Rising payroll seen pushing schools into deficit


School District 65 officials project payroll costs will rise much faster than property tax revenue over the next few years — leading to deep budget deficits.

The district three years ago rewarded its teachers with what was described then as the richest compensation package increase since the advent of tax caps in 1994.

That contract, signed early in what's turned out to be a prolonged economic downturn, locked in pay hikes totalling 27 percent over the four years ending next June for most teachers. Meanwhile, the Consumer Price Index has risen just 5 percent in the last three years.

The board did get teachers to agree to extend the school day by 10 minutes for elementary schools and 20 minutes for middle schools as part of the deal.

Going forward the board is projecting salary costs to increase by 3.7 percent a year, while projecting that the cost of living — and its tax revenues — will increase just 2.5 percent a year.

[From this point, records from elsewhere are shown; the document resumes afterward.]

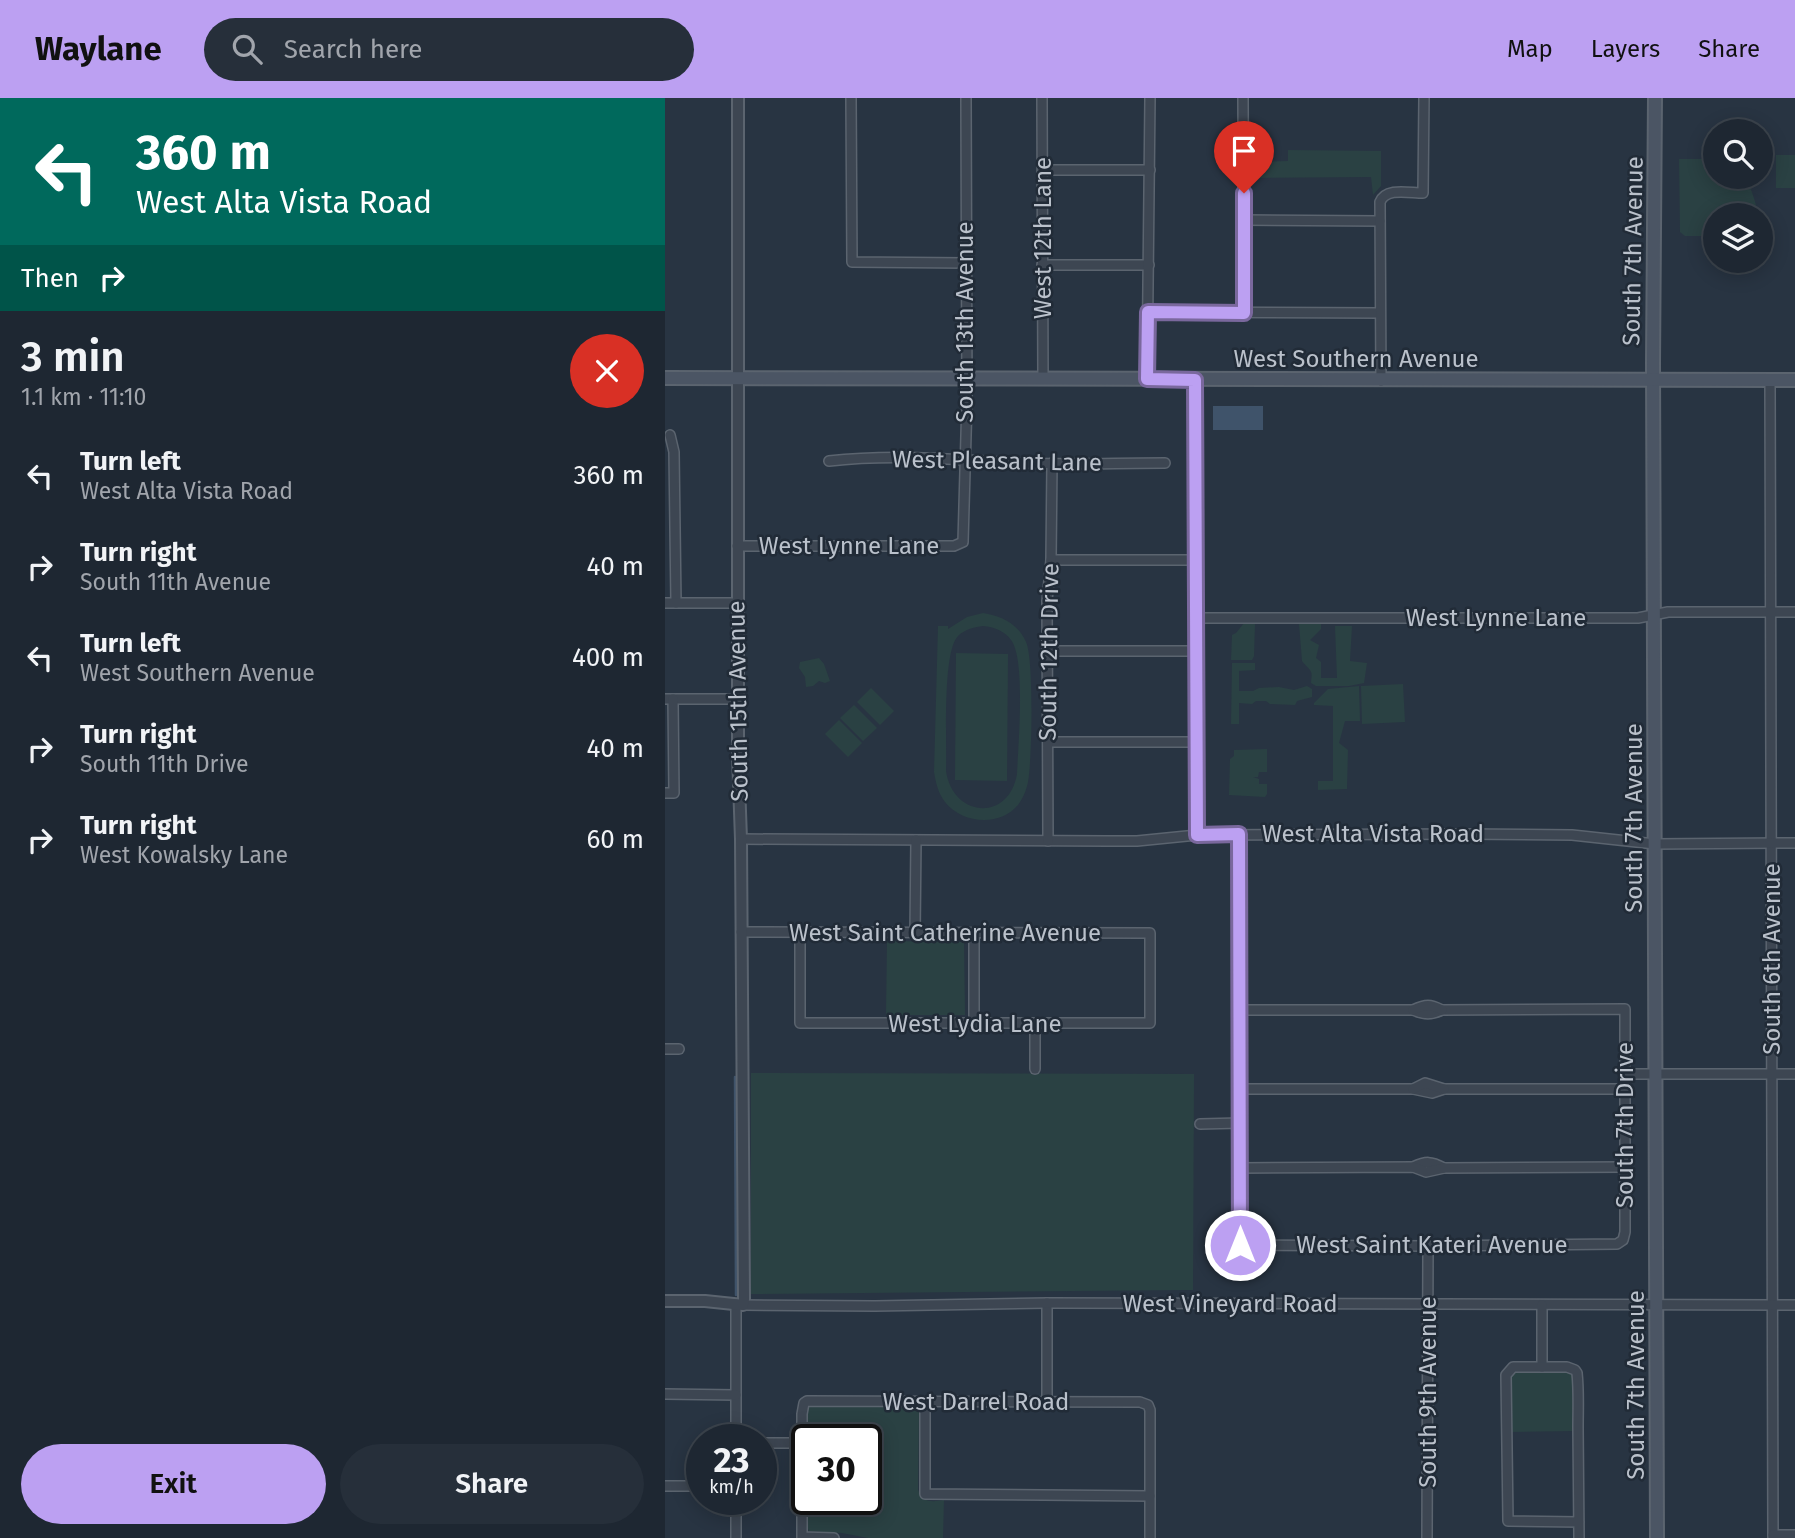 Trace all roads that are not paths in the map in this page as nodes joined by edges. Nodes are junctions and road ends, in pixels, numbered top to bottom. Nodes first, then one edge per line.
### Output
1 (738, 98) edge
2 (851, 98) edge
3 (966, 98) edge
4 (1042, 98) edge
5 (1150, 98) edge
6 (1243, 98) edge
7 (1424, 98) edge
8 (1655, 98) edge
9 (1043, 170) junction
10 (1150, 170) junction
11 (1244, 220) junction
12 (1380, 221) junction
13 (965, 263) junction
14 (1042, 265) junction
15 (1149, 265) junction
16 (1148, 312) junction
17 (1244, 313) junction
18 (1380, 313) junction
19 (665, 378) edge
20 (737, 378) junction
21 (967, 379) junction
22 (1043, 379) junction
23 (1147, 379) junction
24 (1195, 380) junction
25 (1653, 380) junction
26 (1770, 380) junction
27 (1795, 380) edge
28 (1381, 381) junction
29 (670, 435) dead end
30 (964, 460) junction
31 (829, 461) dead end
32 (1052, 463) junction
33 (1165, 463) dead end
34 (669, 508) edge
35 (960, 545) joint
36 (737, 546) junction
37 (1051, 560) junction
38 (1195, 560) junction
39 (665, 603) edge
40 (676, 603) junction
41 (737, 603) junction
42 (1770, 612) junction
43 (1795, 612) edge
44 (1654, 617) junction
45 (1195, 618) junction
46 (1047, 651) junction
47 (1196, 651) junction
48 (669, 699) edge
49 (738, 699) junction
50 (1196, 741) junction
51 (1048, 742) junction
52 (670, 793) edge
53 (1239, 834) junction
54 (1197, 835) junction
55 (741, 839) junction
56 (916, 840) junction
57 (1048, 841) junction
58 (1772, 843) junction
59 (1655, 844) junction
60 (1795, 844) edge
61 (741, 932) junction
62 (800, 933) junction
63 (915, 933) junction
64 (974, 934) junction
65 (1240, 1010) junction
66 (1150, 1023) joint
67 (974, 1024) junction
68 (1035, 1024) junction
69 (665, 1049) edge
70 (679, 1049) dead end
71 (1035, 1069) dead end
72 (1625, 1074) junction
73 (1772, 1074) junction
74 (1795, 1074) edge
75 (1657, 1075) junction
76 (1625, 1088) junction
77 (1240, 1089) junction
78 (1240, 1123) junction
79 (1200, 1124) dead end
80 (1625, 1167) junction
81 (1240, 1168) junction
82 (1623, 1240) joint
83 (1428, 1246) junction
84 (665, 1301) edge
85 (1047, 1303) junction
86 (740, 1304) junction
87 (1427, 1304) junction
88 (1542, 1305) junction
89 (1773, 1305) junction
90 (1795, 1305) edge
91 (1657, 1306) junction
92 (1542, 1367) junction
93 (665, 1394) edge
94 (736, 1395) junction
95 (925, 1401) junction
96 (1047, 1402) junction
97 (736, 1424) edge
98 (803, 1424) edge
99 (665, 1486) edge
100 (686, 1486) edge
101 (1150, 1496) junction
102 (736, 1515) edge
103 (802, 1515) edge
104 (1579, 1522) junction
105 (1795, 1535) edge
106 (802, 1537) edge
107 (1773, 1537) edge
108 (736, 1538) edge
109 (834, 1538) edge
110 (1150, 1538) edge
111 (1427, 1538) edge
112 (1579, 1538) edge
113 (1657, 1538) edge

1 - 20 street, South 15th Avenue
2 - 13 street
3 - 13 street, South 13th Avenue
4 - 9 street, West 12th Lane
5 - 10 street
6 - 11 street
7 - 12 street
8 - 25 main road, South 7th Avenue
9 - 10 street
9 - 14 street, West 12th Lane
10 - 15 street
11 - 12 street
11 - 17 street
12 - 18 street
13 - 21 street, South 13th Avenue
14 - 15 street
14 - 22 street, West 12th Lane
15 - 16 street
16 - 17 street
16 - 23 street
17 - 18 street
18 - 28 street
19 - 20 main road, West Southern Avenue
20 - 21 main road, West Southern Avenue
20 - 36 street, South 15th Avenue
21 - 22 main road, West Southern Avenue
21 - 30 street, South 13th Avenue
22 - 23 main road, West Southern Avenue
23 - 24 main road, West Southern Avenue
24 - 28 main road, West Southern Avenue
24 - 38 street
25 - 26 main road, West Southern Avenue
25 - 28 main road, West Southern Avenue
25 - 44 main road, South 7th Avenue
26 - 27 main road, West Southern Avenue
26 - 42 street, South 6th Avenue
29 - 34 street
30 - 31 street, West Pleasant Lane
30 - 32 street, West Pleasant Lane
30 - 35 street, South 13th Avenue
32 - 33 street, West Pleasant Lane
32 - 37 street, South 12th Drive
34 - 40 street
35 - 36 street, West Lynne Lane
36 - 41 street, South 15th Avenue
37 - 38 street
37 - 46 street, South 12th Drive
38 - 45 street
39 - 40 street
40 - 41 street
41 - 49 street, South 15th Avenue
42 - 43 street, West Lynne Lane
42 - 44 street, West Lynne Lane
42 - 58 street, South 6th Avenue
44 - 45 street, West Lynne Lane
44 - 59 main road, South 7th Avenue
45 - 47 street
46 - 47 street
46 - 51 street, South 12th Drive
47 - 50 street
48 - 49 street
48 - 52 street
49 - 55 street, South 15th Avenue
50 - 51 street
50 - 54 street
51 - 57 street, South 12th Drive
53 - 54 street, West Alta Vista Road
53 - 59 street, West Alta Vista Road
53 - 65 street
54 - 57 street, West Alta Vista Road
55 - 56 street, West Alta Vista Road
55 - 61 street, South 15th Avenue
56 - 57 street, West Alta Vista Road
56 - 63 street
58 - 59 street, West Alta Vista Road
58 - 60 street, West Alta Vista Road
58 - 73 street, South 6th Avenue
59 - 75 main road, South 7th Avenue
61 - 62 street, West Saint Catherine Avenue
61 - 86 street, South 15th Avenue
62 - 63 street, West Saint Catherine Avenue
62 - 67 street, West Lydia Lane
63 - 64 street, West Saint Catherine Avenue
64 - 66 street, West Saint Catherine Avenue
64 - 67 street
65 - 72 street, South 7th Drive
65 - 77 street
66 - 68 street, West Lydia Lane
67 - 68 street, West Lydia Lane
68 - 71 street
69 - 70 street
72 - 75 street
72 - 76 street, South 7th Drive
73 - 74 street
73 - 75 street
73 - 89 street, South 6th Avenue
75 - 91 main road, South 7th Avenue
76 - 77 street
76 - 80 street, South 7th Drive
77 - 78 street
78 - 79 street
78 - 81 street
80 - 81 street
80 - 82 street, South 7th Drive
81 - 83 street, West Saint Kateri Avenue
82 - 83 street, West Saint Kateri Avenue
83 - 87 street, South 9th Avenue
84 - 86 street, West Vineyard Road
85 - 86 street, West Vineyard Road
85 - 87 street, West Vineyard Road
85 - 96 street
86 - 94 street, South 15th Avenue
87 - 88 street, West Vineyard Road
87 - 111 street, South 9th Avenue
88 - 91 street, West Vineyard Road
88 - 92 street
89 - 90 street, West Vineyard Road
89 - 91 street, West Vineyard Road
89 - 107 street, South 6th Avenue
91 - 113 main road, South 7th Avenue
92 - 104 street
92 - 104 street
93 - 94 street
94 - 97 street, South 15th Avenue
95 - 96 street, West Darrel Road
95 - 98 street, West Darrel Road
95 - 101 street
96 - 101 street, West Darrel Road
99 - 100 street
101 - 110 street
102 - 108 street
103 - 106 street
104 - 112 street
105 - 107 street
106 - 109 street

And it forecasts that employee benefits, including health insurance will rise at a rate of 8 percent per year — based on the rate of increase in the recent past.

The district has benefited recently from one-time increases in tax revenue, leading to modest budget surpluses. But it now forsees growing budget deficits, starting at $3.3 million for 2012-13 and rising to $8.7 million by 2015-16.

The district's finance committee is scheduled to discuss a recently released set of recommendations from a citizens' ad-hoc budget committee about what to do to close the deficit and the school administration's responses when it meets at 6 p.m. tonight at the district administration building, 1500 McDaniel Ave.